Ce fut là le sujet de mes réflexions pendant la nuit qui suivit mon retour à la maison, quand les appréhensions qui s’étaient emparées de mon esprit étaient encore dans toute leur force, ainsi que les vapeurs de mon cerveau. La crainte du danger est dix mille fois plus effrayante que le danger lui-même, et nous trouvons le poids de l’anxiété plus lourd de beaucoup que le mal que nous redoutons. Mais le pire dans tout cela, c’est que dans mon trouble je ne tirais plus aucun secours de la résignation. J’étais semblable à Saül, qui se plaignait non-seulement de ce que les Philistins étaient sur lui, mais que Dieu l’avait abandonné ; je n’employais plus les moyens propres à rasséréner mon âme en criant à Dieu dans ma détresse, et en me reposant pour ma défense et mon Salut sur sa providence, comme j’avais fait auparavant. Si je l’avais fait, j’aurais au moins supporté plus courageusement cette nouvelle alarme, et peut-être l’aurais-je bravée avec plus de résolution.

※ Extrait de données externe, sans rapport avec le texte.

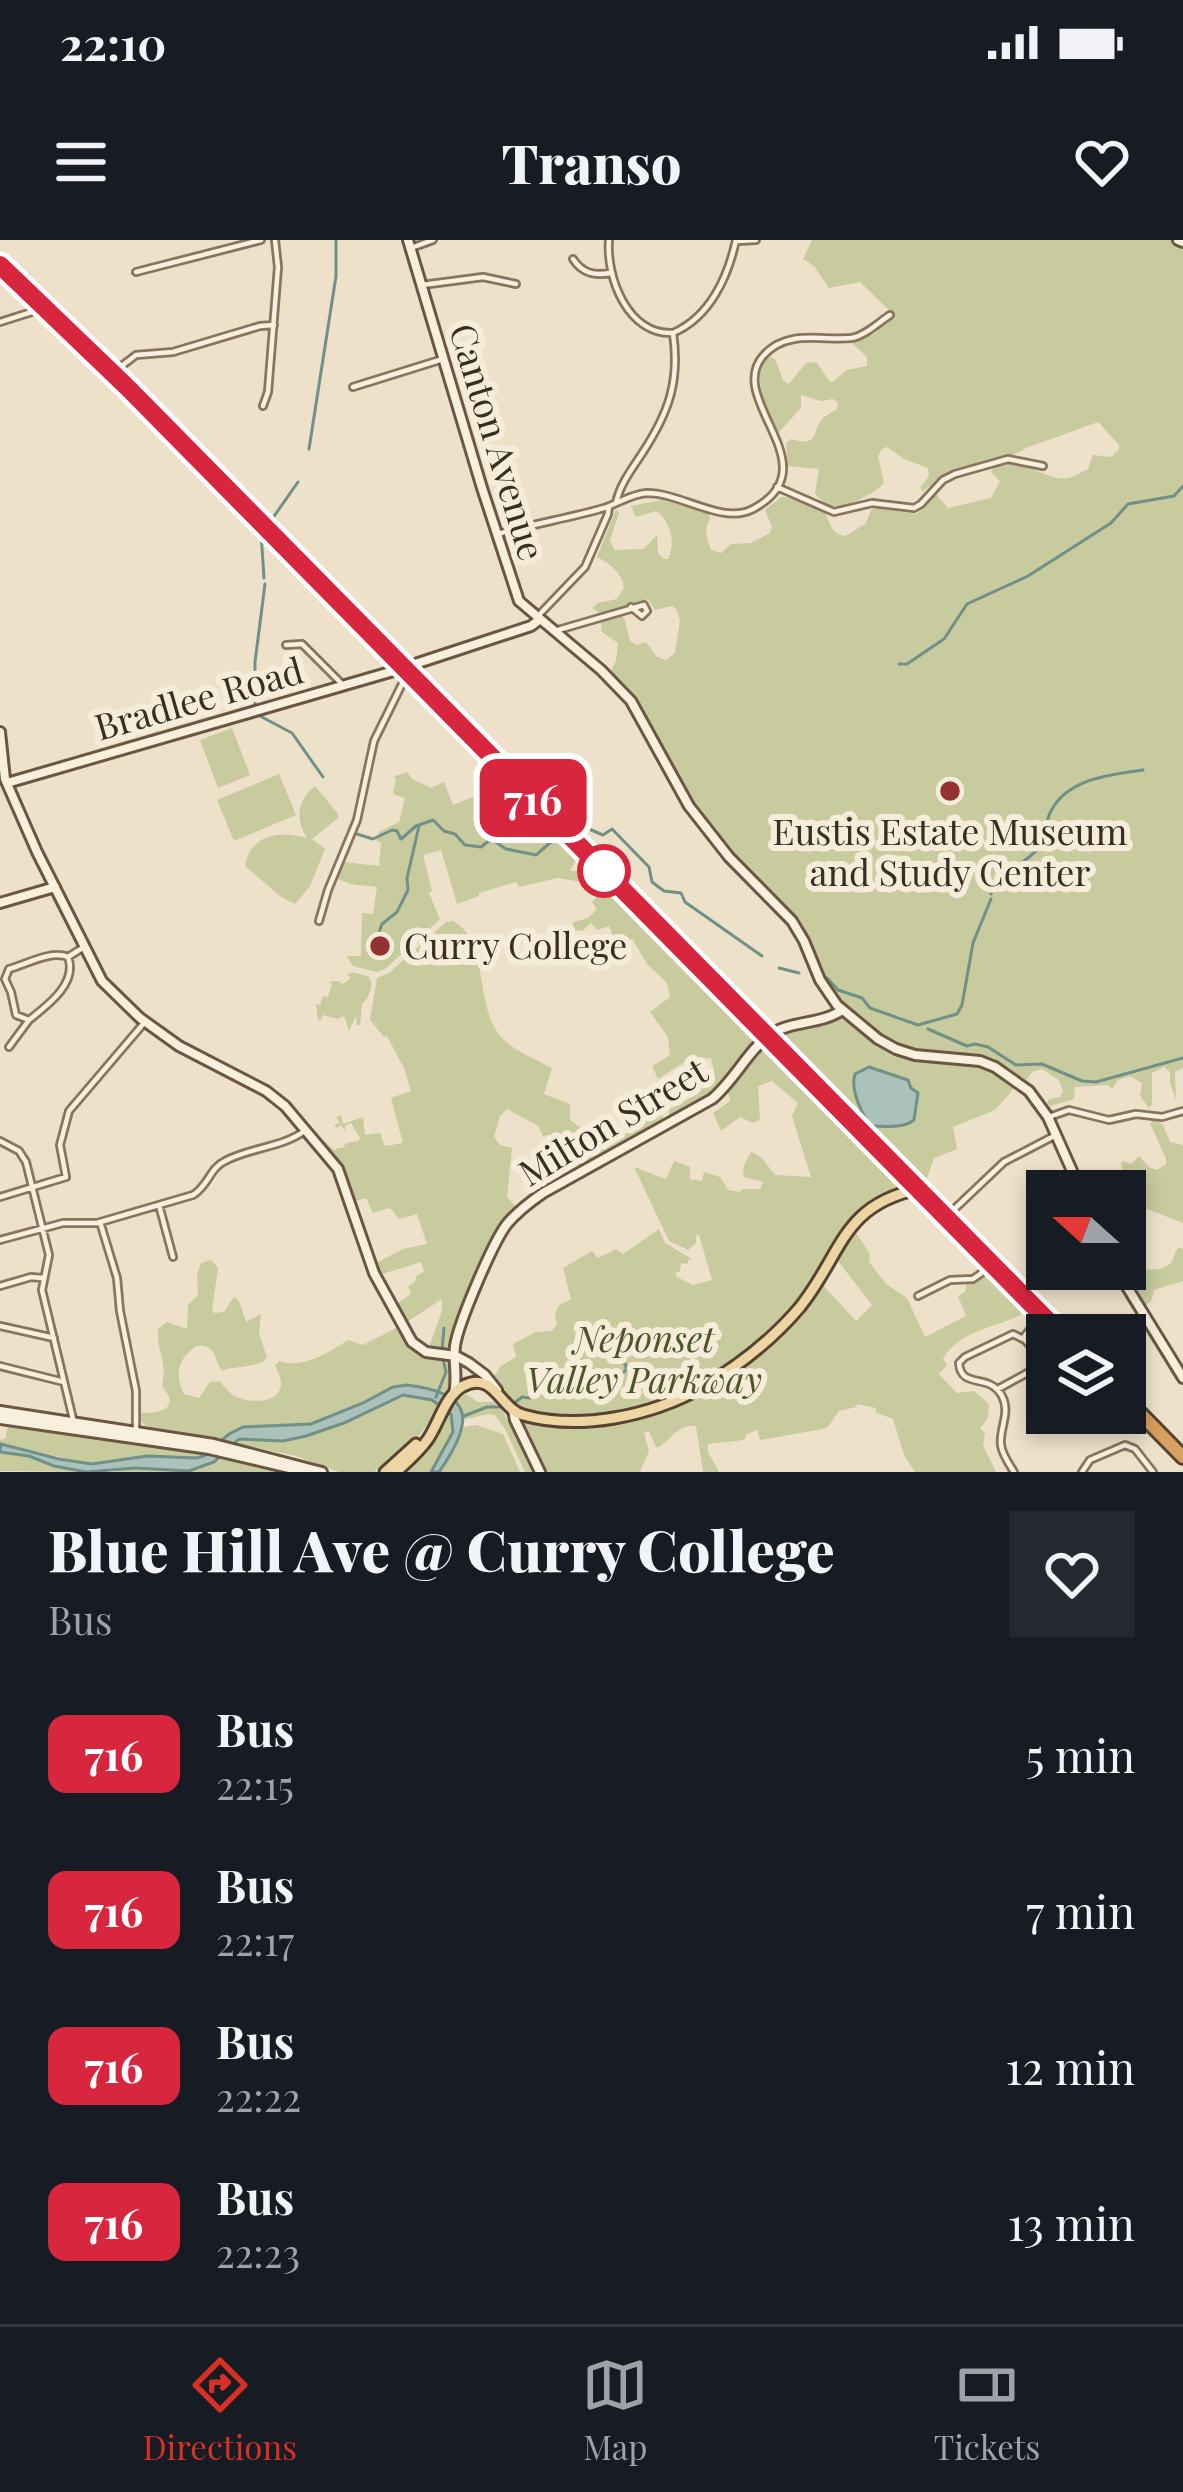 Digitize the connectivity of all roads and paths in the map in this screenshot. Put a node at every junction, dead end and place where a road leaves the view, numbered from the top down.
1 (261, 240) edge
2 (275, 240) edge
3 (433, 240) edge
4 (609, 240) edge
5 (736, 240) edge
6 (755, 240) edge
7 (410, 244) edge
8 (573, 259) dead end
9 (1, 267) edge
10 (136, 272) dead end
11 (610, 273) junction
12 (516, 284) dead end
13 (422, 285) junction
14 (46, 308) junction
15 (890, 315) dead end
16 (0, 322) edge
17 (274, 325) junction
18 (674, 333) junction
19 (442, 359) junction
20 (113, 373) junction
21 (353, 387) dead end
22 (263, 406) dead end
23 (1043, 466) dead end
24 (777, 487) junction
25 (612, 505) junction
26 (496, 535) junction
27 (631, 607) junction
28 (536, 618) junction
29 (554, 633) junction
30 (286, 645) dead end
31 (406, 670) junction
32 (330, 674) junction
33 (345, 685) junction
34 (332, 688) junction
35 (0, 732) edge
36 (3, 784) edge
37 (55, 886) junction
38 (0, 903) edge
39 (319, 921) dead end
40 (85, 947) junction
41 (68, 958) junction
42 (842, 1010) junction
43 (28, 1020) junction
44 (145, 1022) junction
45 (767, 1036) junction
46 (9, 1047) dead end
47 (1183, 1111) edge
48 (1048, 1117) junction
49 (306, 1130) junction
50 (1056, 1135) junction
51 (0, 1141) edge
52 (1072, 1170) edge
53 (33, 1187) junction
54 (918, 1189) junction
55 (0, 1197) edge
56 (158, 1205) junction
57 (946, 1217) junction
58 (100, 1222) junction
59 (43, 1228) junction
60 (0, 1240) edge
61 (173, 1257) dead end
62 (993, 1265) junction
63 (42, 1279) junction
64 (0, 1286) edge
65 (1129, 1290) edge
66 (918, 1296) dead end
67 (1037, 1314) edge
68 (0, 1326) edge
69 (1026, 1336) edge
70 (54, 1338) junction
71 (1023, 1339) junction
72 (1026, 1342) edge
73 (454, 1356) junction
74 (0, 1366) edge
75 (1026, 1374) edge
76 (1182, 1377) edge
77 (64, 1382) junction
78 (998, 1389) junction
79 (500, 1394) junction
80 (453, 1395) junction
81 (513, 1411) junction
82 (442, 1413) junction
83 (0, 1415) edge
84 (1146, 1421) edge
85 (73, 1427) junction
86 (136, 1436) junction
87 (230, 1450) junction
88 (1183, 1457) edge
89 (306, 1472) edge
90 (322, 1472) edge
91 (385, 1472) edge
92 (396, 1472) edge
93 (540, 1472) edge
94 (1014, 1472) edge
95 (1082, 1472) edge
96 (1153, 1472) edge

1 - 10 street
2 - 17 street
3 - 7 street
4 - 11 street
5 - 6 street
5 - 18 street
7 - 13 street, Canton Avenue
8 - 11 street
9 - 14 highway
11 - 18 street
12 - 13 street
13 - 19 street, Canton Avenue
14 - 16 street
14 - 20 highway
15 - 24 street
17 - 20 street
17 - 22 street
18 - 25 street
19 - 21 street
19 - 26 street, Canton Avenue
20 - 31 highway
23 - 24 street
24 - 25 street
25 - 26 street
25 - 28 street
26 - 28 street, Canton Avenue
27 - 27 street
27 - 29 street
28 - 29 street, Canton Avenue
28 - 31 street, Bradlee Road
29 - 42 street, Canton Avenue
30 - 32 street
31 - 33 street, Bradlee Road
31 - 39 street
31 - 45 highway
32 - 33 street
32 - 34 street
33 - 34 street, Bradlee Road
34 - 36 street, Bradlee Road
35 - 36 street
36 - 37 street
37 - 38 street
37 - 40 street
40 - 41 street
40 - 44 street
41 - 43 street
41 - 43 street
42 - 45 street
42 - 48 street, Canton Avenue
43 - 46 street
44 - 49 street
44 - 53 street
45 - 54 highway
45 - 73 street, Milton Street
47 - 48 street
48 - 50 street, Canton Avenue
49 - 56 street
49 - 73 street
50 - 52 street, Canton Avenue
50 - 57 street
51 - 53 street
53 - 55 street
53 - 59 street
54 - 57 highway
54 - 81 main road
56 - 58 street
56 - 61 street
57 - 62 highway
58 - 59 street
58 - 86 street
59 - 60 street
59 - 63 street
62 - 66 street
62 - 67 highway
63 - 64 street
63 - 70 street
65 - 76 street
68 - 70 street
69 - 71 street
70 - 77 street
71 - 72 street
71 - 78 street
73 - 79 street
73 - 80 street, Milton Street
74 - 77 street
75 - 78 street
77 - 85 street
78 - 94 street
79 - 80 main road
79 - 81 main road
80 - 82 main road
81 - 93 street
82 - 91 main road
82 - 92 main road
83 - 85 street
84 - 88 highway
85 - 86 street
86 - 87 street
87 - 89 street
87 - 90 street
95 - 96 street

Ce trouble de mes pensées me tint éveillé toute la nuit, mais je m’endormis dans la matinée. La fatigue de mon âme et l’épuisement de mes esprits me procurèrent un sommeil très-profond, et je me réveillai beaucoup plus calme. Je commençai alors à raisonner de sens rassis, et, après un long débat avec moi-même, je conclus que cette île, si agréable, si fertile et si proche de la terre ferme que j’avais vue, n’était pas aussi abandonnée que je l’avais cru ; qu’à la vérité il n’y avait point d’habitants fixes qui vécussent sur ce rivage, mais qu’assurément des embarcations y venaient quelquefois du continent, soit avec dessein, soit poussées par les vents contraires.

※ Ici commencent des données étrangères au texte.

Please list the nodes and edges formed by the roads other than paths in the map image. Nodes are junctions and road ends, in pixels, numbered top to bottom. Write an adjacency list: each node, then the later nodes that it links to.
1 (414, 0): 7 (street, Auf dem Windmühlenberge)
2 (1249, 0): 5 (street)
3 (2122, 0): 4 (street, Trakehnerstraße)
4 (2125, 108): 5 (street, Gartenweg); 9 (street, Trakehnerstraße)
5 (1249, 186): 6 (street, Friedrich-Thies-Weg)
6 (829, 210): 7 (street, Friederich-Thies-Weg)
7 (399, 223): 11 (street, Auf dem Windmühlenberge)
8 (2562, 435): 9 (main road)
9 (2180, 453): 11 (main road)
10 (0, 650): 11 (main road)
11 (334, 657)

Ayant vécu quinze années dans ce lieu, et n’ayant point encore rencontré l’ombre d’une créature humaine, il était donc probable que si quelquefois on relâchait à cette île, on se rembarquait aussi tôt que possible, puisqu’on ne l’avait point jugée propre à s’y établir jusque alors.
Le plus grand danger que j’avais à redouter c’était donc une semblable descente accidentelle des gens de la terre ferme, qui, selon toute apparence, abordant à cette île contre leur gré, s’en éloignaient avec toute la hâte possible, et n’y passaient que rarement la nuit pour attendre le retour du jour et de la marée. Ainsi je n’avais rien autre à faire qu’à me ménager une retraite sûre pour le cas où je verrais prendre terre à des Sauvages.

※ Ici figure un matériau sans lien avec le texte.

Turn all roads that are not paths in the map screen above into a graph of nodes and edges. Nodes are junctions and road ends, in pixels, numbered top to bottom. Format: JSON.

Je commençai alors à me repentir d’avoir creusé ma grotte, et de lui avoir donné une issue qui aboutissait, comme je l’ai dit, au-delà de l’endroit où ma fortification joignait le rocher. Après mûre délibération, je résolus de me faire un second retranchement en demi-cercle, à quelque distance de ma muraille, juste où douze ans auparavant j’avais planté un double rang d’arbres dont il a été fait mention. Ces arbres avaient été placés si près les uns des autres qu’il n’était besoin que d’enfoncer entre eux quelques poteaux pour en faire aussitôt une muraille épaisse et forte.